--- Material for the task Enclosed Below ---
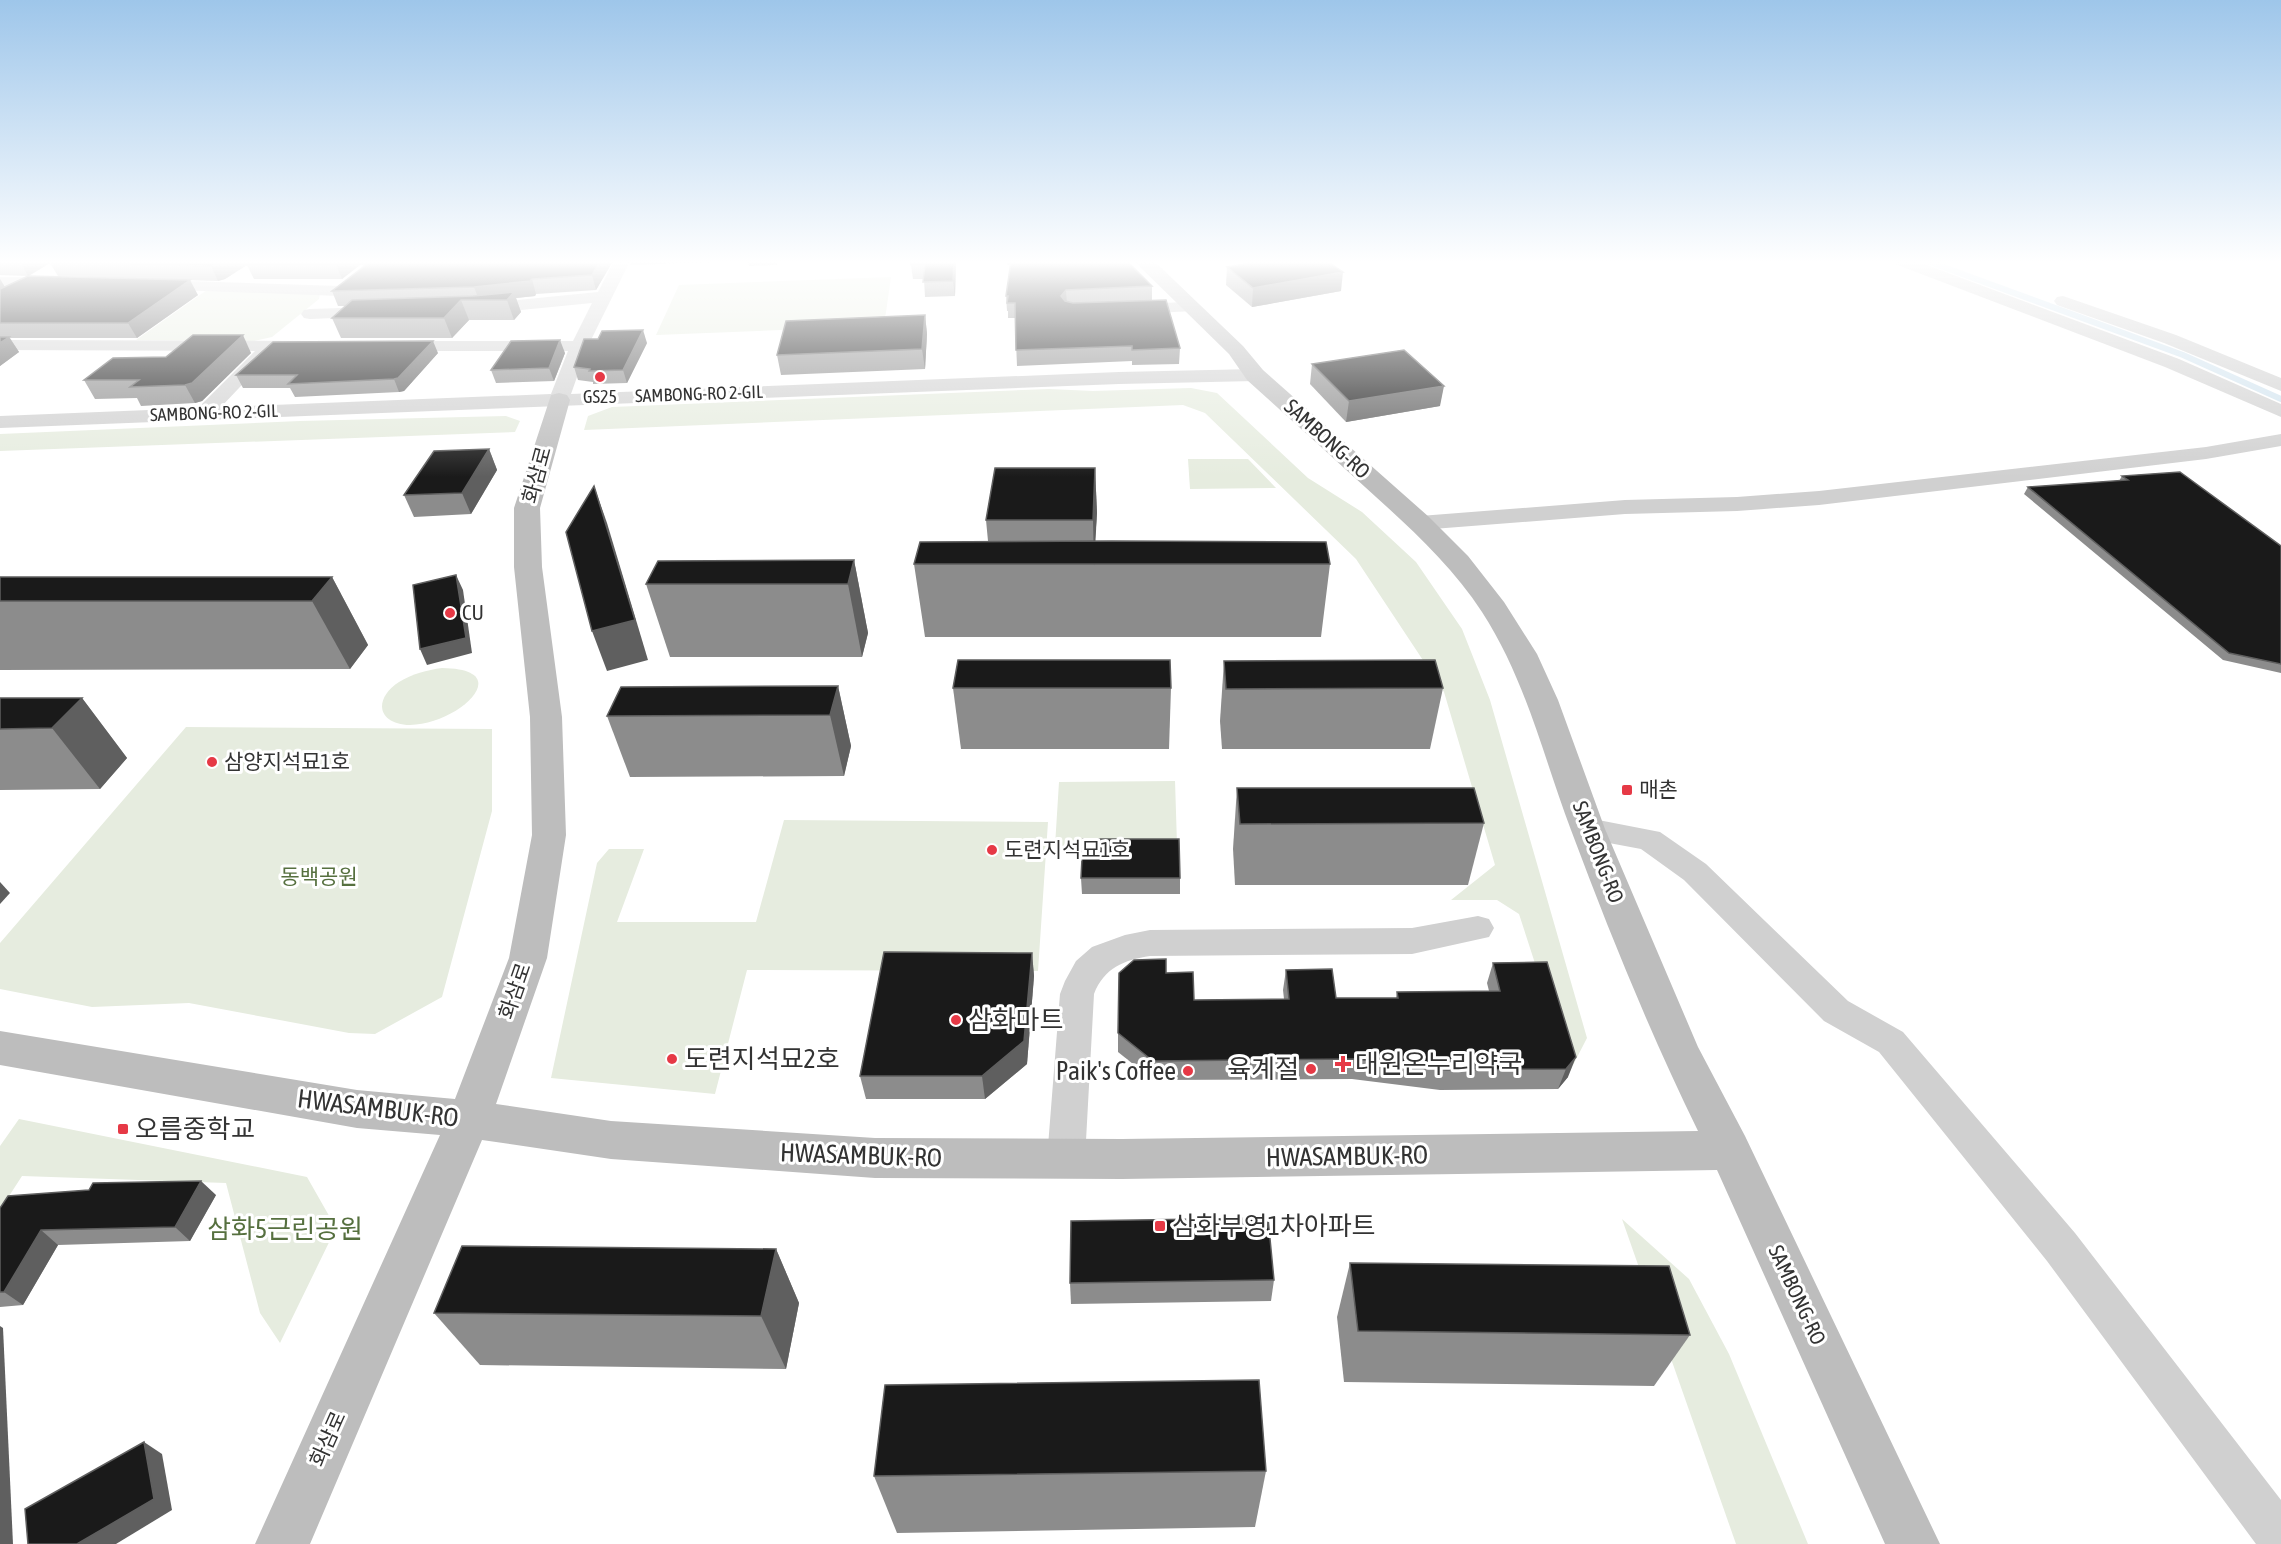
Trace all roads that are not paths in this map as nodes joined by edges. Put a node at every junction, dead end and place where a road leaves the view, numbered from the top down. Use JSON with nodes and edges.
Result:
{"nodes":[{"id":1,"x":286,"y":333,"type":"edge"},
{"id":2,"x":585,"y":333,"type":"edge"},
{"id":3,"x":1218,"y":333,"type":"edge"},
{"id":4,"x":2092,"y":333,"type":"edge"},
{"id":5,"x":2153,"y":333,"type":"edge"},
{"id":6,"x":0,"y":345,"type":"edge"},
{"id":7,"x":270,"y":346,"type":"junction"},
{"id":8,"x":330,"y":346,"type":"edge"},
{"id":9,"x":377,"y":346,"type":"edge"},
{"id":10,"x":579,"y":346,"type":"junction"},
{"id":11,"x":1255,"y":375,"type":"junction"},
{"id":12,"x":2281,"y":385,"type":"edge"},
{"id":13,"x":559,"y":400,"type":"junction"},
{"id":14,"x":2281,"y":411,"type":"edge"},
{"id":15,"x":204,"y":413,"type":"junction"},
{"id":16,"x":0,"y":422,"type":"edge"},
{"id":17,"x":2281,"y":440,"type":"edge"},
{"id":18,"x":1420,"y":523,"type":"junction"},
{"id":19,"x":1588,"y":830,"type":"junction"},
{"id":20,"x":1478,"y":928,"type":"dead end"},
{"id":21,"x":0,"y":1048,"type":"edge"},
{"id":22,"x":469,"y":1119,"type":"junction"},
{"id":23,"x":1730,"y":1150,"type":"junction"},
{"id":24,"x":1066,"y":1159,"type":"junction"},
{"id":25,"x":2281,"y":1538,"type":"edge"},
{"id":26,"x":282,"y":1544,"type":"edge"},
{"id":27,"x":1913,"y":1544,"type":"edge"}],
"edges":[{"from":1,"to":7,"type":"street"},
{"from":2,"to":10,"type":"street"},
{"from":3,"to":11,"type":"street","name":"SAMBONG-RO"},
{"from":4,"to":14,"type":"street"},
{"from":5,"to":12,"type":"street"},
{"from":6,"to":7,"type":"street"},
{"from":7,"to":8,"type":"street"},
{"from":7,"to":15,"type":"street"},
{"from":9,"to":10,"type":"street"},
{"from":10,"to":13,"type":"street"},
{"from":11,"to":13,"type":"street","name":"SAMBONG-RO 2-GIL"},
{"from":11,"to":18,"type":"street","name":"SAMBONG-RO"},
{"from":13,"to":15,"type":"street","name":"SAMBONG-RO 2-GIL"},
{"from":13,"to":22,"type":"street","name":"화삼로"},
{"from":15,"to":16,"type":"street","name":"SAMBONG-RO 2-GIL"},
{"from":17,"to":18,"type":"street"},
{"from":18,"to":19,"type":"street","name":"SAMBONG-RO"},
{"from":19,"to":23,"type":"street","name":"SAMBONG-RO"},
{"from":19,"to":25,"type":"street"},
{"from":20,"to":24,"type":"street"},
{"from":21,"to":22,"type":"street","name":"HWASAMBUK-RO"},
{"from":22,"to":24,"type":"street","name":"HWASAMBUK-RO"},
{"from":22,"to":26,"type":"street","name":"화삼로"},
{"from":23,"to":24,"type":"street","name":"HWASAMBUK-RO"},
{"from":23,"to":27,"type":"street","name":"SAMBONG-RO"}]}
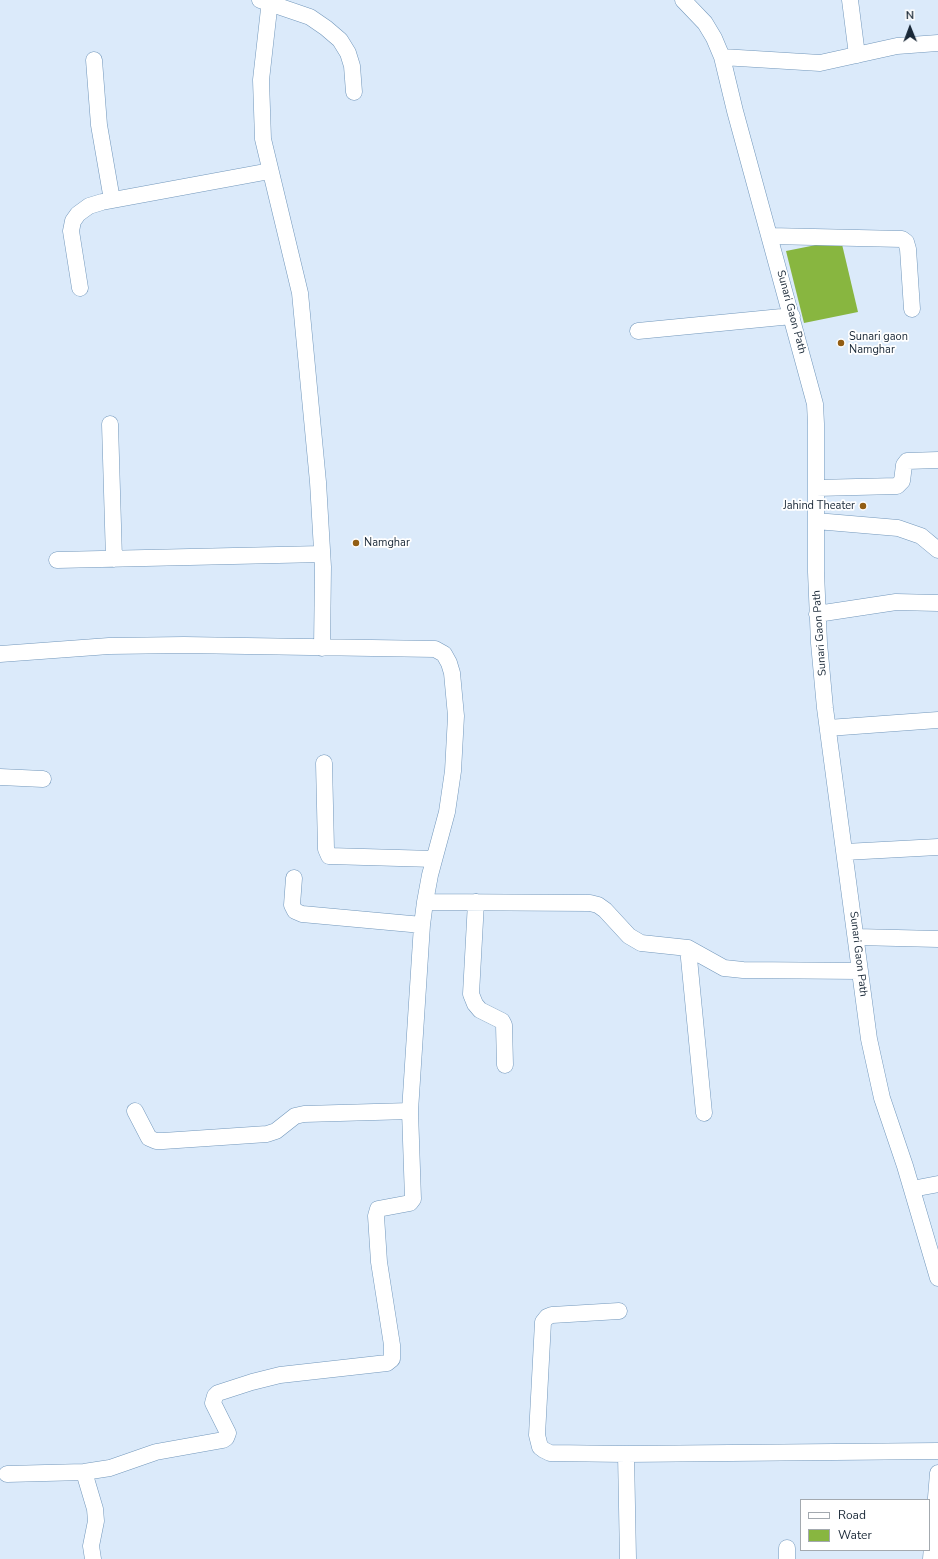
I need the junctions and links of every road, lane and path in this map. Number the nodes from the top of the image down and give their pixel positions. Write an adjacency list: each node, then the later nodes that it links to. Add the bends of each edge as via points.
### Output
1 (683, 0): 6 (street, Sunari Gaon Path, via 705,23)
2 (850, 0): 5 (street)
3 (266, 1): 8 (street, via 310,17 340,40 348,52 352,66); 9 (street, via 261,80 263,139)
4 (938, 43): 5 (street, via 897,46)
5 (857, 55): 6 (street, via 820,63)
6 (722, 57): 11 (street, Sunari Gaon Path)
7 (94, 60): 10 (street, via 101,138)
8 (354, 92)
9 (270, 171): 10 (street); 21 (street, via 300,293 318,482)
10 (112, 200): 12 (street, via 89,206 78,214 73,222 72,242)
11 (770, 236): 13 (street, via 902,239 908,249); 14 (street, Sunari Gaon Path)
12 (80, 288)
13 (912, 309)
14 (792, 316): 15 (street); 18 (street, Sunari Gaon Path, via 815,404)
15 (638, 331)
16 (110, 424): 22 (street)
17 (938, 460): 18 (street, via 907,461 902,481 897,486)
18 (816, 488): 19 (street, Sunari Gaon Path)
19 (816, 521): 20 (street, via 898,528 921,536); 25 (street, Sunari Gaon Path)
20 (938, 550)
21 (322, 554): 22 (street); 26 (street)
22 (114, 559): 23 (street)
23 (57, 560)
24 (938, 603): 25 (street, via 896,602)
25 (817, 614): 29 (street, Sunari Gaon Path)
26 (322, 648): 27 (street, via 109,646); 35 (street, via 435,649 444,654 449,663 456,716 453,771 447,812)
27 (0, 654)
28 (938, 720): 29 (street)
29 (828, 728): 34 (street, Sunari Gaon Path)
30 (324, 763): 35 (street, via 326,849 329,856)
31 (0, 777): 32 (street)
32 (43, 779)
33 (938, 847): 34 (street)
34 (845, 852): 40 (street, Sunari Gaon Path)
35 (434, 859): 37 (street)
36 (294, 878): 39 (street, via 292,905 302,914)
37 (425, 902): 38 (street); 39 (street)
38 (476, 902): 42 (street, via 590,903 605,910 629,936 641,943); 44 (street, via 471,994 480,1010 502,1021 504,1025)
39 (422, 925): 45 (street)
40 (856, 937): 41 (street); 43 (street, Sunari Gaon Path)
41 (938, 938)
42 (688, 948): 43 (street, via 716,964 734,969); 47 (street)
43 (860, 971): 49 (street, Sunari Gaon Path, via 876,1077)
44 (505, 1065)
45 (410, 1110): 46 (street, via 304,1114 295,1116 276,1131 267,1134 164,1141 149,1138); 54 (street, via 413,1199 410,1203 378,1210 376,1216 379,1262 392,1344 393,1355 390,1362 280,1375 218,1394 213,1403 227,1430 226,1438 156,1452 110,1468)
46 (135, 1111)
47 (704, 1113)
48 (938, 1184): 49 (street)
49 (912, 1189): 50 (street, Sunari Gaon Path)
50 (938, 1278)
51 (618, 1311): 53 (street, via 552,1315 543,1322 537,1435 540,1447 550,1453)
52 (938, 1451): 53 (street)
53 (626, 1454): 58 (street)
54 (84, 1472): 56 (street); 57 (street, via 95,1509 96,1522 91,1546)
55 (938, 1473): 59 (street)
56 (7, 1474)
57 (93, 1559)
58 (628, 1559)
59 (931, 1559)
--- End of Enclosed Material for the task ---
* [Action item] Using the records above, report each line that contains the word "edges" by copying it.

* [Response for this exercise]
Trace all roads that are not paths in this map as nodes joined by edges. Put a node at every junction, dead end and place where a road leaves the view, numbered from the top down. Use JSON with nodes and edges.
"edges":[{"from":1,"to":7,"type":"street"},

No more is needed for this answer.